We asked students to disconnect from their devices and immerse themselves in real life—conversations, surroundings, stillness. That single shift changed everything.
Without their phones to fill the quiet, they became more present. They noticed things. Asked deeper questions. Laughed more easily. Paid attention—to themselves and to each other.
They practiced mindfulness not as theory, but as daily experience. They named their values and made plans to live by them—not later, but now. They reached out to people they missed, and wrote gratitude letters to people they hadn’t thanked in years.
They didn’t just learn about well-being.
They lived it.
While hiking the Path of the Gods, we shared this lunch in the home of a fifth-generation goat farmer who lives on the side of a cliff overlooking the sea—proof that rest feels different when you’ve earned it together.
A Moment in the Hills
One afternoon, I followed my own assignment: to rest, unplug, and simply be. I found a quiet café in the hills above Positano and sat alone with a bellini — and nothing else.
No phone.
No agenda.
Just stillness.
And I asked myself: What does it mean that I’m here?
After so long running on empty, that moment of quiet was its own kind of healing. A reminder that choosing presence over productivity isn’t laziness—it’s liberation.

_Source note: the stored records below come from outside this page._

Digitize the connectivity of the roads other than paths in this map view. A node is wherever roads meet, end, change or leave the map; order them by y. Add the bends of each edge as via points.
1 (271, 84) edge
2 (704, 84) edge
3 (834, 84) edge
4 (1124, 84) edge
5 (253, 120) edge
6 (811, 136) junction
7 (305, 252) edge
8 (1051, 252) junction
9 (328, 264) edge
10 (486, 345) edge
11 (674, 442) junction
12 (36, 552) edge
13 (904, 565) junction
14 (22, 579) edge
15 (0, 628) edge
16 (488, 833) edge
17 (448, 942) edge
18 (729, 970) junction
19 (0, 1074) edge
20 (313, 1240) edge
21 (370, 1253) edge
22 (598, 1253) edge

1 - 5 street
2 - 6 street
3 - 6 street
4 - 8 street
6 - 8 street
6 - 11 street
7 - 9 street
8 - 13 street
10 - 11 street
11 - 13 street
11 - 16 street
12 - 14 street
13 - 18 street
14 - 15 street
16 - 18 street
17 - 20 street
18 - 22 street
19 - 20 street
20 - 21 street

My view from the hillside café in Positano, where I sat alone, and finally gave myself permission to slow down and feel what this all meant.
Because the World Is the Best Teacher
For many students, this was their first time abroad. For all of us, it was a rare chance to be fully present.
We didn’t cram their minds full of information.
We gave them space to reflect.
To connect.
To wonder.
And in that space, they came alive.
We walked new paths together—literally and figuratively.
We Went Anyway
We went because we believe education can be joyful.
Because real learning happens when students feel safe enough to be curious, brave enough to be vulnerable, and free enough to move at a different pace.
Because the world is full of wisdom that can’t be captured in a lecture slide.
And because sometimes, the best way to learn is to step outside the classroom—and into the world.
My colleague, close friend, and accountability partner in resisting the hustle and living a life grounded in joy, connection, and values. I wouldn’t have done this without her.
This trip changed our students—but it changed us too. And I’m grateful every day that we went anyway.